**Work required**.
Copy each line below that contains "Total".
┄┄┄┄┄┄┄┄┄┄┄┄┄┄┄┄┄┄┄┄
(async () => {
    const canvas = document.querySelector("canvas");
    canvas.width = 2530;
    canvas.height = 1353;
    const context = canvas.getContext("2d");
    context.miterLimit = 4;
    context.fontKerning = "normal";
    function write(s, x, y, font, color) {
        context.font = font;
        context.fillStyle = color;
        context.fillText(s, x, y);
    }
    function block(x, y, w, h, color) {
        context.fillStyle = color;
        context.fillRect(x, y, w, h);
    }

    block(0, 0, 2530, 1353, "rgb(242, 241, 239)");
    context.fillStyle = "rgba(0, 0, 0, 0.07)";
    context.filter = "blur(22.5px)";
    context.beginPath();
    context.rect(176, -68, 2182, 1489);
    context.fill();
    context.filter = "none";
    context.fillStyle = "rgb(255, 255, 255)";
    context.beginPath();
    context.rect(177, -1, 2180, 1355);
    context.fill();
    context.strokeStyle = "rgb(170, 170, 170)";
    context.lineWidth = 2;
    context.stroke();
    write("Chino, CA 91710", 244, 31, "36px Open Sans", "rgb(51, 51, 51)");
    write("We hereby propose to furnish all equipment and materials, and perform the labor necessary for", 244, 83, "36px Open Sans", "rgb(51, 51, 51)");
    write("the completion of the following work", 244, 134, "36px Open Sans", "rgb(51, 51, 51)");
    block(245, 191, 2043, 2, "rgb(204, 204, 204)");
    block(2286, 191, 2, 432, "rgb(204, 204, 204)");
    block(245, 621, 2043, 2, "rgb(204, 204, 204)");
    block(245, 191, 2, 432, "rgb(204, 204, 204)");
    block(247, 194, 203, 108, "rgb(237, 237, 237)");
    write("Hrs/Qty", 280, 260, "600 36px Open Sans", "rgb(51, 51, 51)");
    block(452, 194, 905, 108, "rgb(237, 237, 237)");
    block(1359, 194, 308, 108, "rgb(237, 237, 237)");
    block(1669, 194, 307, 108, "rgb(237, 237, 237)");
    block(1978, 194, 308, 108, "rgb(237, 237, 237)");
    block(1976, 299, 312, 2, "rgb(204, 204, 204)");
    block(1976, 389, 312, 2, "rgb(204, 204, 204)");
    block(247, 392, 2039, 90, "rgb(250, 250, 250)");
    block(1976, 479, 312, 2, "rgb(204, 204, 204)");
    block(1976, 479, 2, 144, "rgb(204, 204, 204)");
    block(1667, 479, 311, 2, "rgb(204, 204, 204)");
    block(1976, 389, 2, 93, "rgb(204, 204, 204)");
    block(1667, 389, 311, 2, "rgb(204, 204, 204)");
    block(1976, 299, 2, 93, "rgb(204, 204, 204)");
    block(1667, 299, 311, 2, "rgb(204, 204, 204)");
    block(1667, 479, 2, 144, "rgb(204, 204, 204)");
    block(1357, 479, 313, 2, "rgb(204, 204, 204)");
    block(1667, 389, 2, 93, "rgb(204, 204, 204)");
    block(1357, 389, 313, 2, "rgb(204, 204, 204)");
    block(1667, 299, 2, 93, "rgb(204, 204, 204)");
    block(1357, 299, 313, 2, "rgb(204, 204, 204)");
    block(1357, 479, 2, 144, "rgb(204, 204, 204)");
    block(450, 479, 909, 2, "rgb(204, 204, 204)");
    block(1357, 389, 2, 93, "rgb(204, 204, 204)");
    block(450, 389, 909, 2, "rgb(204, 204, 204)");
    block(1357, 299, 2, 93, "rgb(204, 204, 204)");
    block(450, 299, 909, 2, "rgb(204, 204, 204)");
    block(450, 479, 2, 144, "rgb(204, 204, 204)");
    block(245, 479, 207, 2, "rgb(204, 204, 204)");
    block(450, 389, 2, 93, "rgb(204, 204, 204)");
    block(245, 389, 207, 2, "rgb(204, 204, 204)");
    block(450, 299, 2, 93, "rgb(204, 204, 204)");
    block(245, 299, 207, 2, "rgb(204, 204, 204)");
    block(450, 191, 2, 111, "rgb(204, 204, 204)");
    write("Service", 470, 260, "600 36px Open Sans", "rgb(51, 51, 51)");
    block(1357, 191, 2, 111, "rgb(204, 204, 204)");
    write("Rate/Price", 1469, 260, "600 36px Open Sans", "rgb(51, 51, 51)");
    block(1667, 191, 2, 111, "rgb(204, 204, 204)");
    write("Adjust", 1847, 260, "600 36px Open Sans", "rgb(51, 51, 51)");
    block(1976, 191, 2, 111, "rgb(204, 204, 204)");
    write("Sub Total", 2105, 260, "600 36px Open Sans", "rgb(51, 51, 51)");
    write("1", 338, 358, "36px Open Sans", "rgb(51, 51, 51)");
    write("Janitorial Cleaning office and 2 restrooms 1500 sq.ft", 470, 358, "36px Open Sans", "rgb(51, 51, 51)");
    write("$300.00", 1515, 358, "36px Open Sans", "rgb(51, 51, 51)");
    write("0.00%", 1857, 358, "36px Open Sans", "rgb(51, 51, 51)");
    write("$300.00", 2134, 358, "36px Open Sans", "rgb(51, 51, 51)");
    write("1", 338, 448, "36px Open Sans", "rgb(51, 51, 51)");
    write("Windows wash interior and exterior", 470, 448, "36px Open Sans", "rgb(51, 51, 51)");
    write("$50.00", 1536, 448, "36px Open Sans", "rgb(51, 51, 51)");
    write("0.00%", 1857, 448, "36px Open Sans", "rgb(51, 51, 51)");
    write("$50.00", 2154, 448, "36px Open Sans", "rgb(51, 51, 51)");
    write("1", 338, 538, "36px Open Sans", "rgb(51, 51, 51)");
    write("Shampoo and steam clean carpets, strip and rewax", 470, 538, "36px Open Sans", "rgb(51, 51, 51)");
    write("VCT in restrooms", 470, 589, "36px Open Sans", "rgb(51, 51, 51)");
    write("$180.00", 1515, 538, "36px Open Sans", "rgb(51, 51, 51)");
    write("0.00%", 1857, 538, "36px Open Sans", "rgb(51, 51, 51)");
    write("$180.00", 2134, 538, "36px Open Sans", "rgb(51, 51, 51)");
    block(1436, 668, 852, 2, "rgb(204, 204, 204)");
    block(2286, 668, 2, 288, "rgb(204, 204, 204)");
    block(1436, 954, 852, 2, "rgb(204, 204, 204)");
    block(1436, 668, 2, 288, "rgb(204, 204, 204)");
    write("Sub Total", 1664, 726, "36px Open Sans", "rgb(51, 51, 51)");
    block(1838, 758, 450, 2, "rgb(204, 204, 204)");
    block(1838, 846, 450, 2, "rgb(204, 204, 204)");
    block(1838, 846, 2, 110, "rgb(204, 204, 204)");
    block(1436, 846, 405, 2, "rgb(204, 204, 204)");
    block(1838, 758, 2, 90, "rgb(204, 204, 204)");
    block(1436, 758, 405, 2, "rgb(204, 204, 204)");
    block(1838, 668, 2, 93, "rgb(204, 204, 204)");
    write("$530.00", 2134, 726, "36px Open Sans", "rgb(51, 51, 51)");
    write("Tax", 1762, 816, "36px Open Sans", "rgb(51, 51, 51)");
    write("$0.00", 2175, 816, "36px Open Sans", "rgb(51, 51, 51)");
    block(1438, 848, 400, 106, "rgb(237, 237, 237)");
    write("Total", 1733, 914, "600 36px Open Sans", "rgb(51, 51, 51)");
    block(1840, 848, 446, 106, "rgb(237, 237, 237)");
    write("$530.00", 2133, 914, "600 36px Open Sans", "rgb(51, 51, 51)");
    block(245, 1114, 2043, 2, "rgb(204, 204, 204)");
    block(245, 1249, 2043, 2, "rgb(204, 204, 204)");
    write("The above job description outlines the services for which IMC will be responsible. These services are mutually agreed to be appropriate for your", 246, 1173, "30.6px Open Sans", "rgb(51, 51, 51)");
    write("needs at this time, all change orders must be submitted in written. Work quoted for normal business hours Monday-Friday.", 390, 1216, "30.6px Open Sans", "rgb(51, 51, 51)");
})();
┄┄┄┄┄┄┄┄┄┄┄┄┄┄┄┄┄┄┄┄
**Exercise result**.
    write("Sub Total", 2105, 260, "600 36px Open Sans", "rgb(51, 51, 51)");
    write("Sub Total", 1664, 726, "36px Open Sans", "rgb(51, 51, 51)");
    write("Total", 1733, 914, "600 36px Open Sans", "rgb(51, 51, 51)");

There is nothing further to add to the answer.